LSP is one of those things, or at least it has been, for a while.

LSP is also something that's not necessary to writing quality code; it's absolutely a major quality-of-life boost, but before rewriting my configs after switching to Rust, my LSP usage was limited to being a slightly faster autocomplete engine more than anything. I didn't have keybinds set up for going to definitions, implementations, or references of symbols. I still put out what I think was decent code. I'm also better off now that I've adopted a more useful config.

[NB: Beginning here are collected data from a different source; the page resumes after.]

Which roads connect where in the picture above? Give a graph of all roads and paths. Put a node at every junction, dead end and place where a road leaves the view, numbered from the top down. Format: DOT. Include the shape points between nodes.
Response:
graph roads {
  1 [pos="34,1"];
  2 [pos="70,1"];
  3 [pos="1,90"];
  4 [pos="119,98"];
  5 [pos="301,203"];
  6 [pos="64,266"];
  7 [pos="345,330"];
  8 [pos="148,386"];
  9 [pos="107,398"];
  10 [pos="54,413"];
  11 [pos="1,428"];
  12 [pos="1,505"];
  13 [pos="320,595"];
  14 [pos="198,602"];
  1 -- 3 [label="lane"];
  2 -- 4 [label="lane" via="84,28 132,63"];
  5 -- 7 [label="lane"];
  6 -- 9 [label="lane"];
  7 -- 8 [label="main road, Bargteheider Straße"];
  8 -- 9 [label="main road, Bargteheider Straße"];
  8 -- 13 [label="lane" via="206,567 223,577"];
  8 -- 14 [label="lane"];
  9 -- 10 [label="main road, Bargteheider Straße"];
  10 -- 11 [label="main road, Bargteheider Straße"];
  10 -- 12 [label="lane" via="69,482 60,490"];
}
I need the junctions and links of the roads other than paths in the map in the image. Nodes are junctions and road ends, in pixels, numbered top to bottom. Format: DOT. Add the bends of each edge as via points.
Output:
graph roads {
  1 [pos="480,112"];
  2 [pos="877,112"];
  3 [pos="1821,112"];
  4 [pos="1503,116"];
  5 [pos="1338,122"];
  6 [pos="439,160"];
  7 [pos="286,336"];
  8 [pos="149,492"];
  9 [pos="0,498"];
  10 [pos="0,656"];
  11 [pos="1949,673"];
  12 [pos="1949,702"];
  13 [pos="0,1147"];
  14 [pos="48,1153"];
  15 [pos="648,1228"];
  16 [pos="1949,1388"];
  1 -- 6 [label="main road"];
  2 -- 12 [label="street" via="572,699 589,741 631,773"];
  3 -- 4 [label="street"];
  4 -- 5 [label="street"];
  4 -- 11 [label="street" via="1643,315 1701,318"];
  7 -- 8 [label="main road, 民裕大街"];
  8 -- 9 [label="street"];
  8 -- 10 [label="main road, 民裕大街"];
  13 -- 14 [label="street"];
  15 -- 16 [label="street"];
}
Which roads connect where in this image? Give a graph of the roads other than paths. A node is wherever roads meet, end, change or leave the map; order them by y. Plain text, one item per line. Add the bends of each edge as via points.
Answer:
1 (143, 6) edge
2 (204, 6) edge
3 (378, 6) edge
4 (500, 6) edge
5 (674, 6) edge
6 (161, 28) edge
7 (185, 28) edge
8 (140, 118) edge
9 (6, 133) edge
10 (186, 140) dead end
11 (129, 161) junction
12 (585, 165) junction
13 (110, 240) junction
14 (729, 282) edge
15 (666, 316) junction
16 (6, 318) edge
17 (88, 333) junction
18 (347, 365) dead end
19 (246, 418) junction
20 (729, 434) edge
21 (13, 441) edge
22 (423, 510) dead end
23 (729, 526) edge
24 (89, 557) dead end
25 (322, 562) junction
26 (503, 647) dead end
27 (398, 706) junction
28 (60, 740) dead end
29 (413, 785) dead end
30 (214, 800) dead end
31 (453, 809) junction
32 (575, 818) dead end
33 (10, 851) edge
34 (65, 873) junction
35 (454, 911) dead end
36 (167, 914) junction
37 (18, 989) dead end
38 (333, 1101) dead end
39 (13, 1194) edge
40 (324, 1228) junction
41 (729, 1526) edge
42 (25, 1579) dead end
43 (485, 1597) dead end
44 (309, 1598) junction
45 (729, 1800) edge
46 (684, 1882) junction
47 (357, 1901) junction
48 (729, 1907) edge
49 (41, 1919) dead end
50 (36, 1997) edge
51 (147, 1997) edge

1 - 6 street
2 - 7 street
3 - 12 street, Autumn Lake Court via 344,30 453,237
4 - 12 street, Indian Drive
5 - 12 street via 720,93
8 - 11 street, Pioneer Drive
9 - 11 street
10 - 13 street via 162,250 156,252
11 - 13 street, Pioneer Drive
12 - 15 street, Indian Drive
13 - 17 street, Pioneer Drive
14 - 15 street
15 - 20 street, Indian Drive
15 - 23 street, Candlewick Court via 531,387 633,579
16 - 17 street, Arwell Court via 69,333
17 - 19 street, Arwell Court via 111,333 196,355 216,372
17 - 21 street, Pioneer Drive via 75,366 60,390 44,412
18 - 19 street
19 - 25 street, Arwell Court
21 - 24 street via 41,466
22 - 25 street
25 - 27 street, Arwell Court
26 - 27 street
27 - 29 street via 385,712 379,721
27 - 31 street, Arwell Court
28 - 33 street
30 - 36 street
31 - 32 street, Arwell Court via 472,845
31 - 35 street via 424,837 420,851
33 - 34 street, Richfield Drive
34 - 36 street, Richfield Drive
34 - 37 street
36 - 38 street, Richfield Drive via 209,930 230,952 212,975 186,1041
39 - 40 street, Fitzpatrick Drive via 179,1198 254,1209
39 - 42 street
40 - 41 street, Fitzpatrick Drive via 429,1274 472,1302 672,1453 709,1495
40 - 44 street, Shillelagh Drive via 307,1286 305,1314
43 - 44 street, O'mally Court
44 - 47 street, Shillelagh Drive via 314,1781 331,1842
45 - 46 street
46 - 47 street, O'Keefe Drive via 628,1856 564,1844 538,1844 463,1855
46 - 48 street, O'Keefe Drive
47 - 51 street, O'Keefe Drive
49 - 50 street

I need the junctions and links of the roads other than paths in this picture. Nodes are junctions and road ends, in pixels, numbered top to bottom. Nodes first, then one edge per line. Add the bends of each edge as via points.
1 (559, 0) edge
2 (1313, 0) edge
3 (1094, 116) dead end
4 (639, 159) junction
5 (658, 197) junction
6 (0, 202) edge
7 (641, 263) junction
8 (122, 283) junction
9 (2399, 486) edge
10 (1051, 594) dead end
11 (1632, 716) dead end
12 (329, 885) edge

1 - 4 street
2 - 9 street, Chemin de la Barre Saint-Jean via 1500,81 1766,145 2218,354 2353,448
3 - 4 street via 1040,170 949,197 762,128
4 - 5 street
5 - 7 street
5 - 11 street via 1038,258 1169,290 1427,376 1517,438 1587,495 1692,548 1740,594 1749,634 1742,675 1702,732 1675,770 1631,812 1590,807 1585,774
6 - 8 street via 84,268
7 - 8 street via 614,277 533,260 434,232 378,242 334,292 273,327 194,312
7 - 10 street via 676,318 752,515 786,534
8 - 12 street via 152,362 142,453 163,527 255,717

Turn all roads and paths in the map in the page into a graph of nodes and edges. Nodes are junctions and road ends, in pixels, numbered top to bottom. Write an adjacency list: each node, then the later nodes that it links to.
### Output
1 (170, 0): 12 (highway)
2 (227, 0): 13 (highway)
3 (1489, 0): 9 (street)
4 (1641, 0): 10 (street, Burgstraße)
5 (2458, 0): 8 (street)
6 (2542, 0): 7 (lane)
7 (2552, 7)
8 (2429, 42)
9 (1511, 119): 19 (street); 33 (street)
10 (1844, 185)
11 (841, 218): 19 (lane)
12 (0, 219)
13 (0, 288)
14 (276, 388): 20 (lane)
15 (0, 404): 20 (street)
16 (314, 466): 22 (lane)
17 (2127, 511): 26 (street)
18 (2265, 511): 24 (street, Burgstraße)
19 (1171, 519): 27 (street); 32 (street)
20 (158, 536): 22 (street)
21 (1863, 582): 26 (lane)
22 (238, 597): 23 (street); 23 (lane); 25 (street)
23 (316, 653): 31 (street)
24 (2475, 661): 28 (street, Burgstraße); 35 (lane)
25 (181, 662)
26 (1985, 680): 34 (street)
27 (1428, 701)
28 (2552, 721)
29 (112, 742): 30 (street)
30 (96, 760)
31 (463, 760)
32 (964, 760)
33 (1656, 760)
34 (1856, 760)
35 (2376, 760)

IMO it's an important part of this industry (among others) to let developers have whatever workflow they want, within reason. If someone decides they want to invest the time into setting up LSP with their editor, that's their prerogative. If not, that's fine too. I don't know who among my present or past coworkers use LSP outside of occasionally chatting about editor configs with one or two of them, because they've usually figured out a workflow that lets them produce respectable code, and I've never had to question their tooling before questioning their methodology.

nickelpro 2 hours ago | parent [-]

The context is a user adopting an editor that has LSP integration and is relying on the language server. That's why I said "it's a tool you use every single day".

If your tool is TextMate, you should learn how TextMate grammars work. If your tool is vi, you should learn how modal editing works. If your tool is Ed, you don't need to learn anything because "Ed is the standard text editor".[1]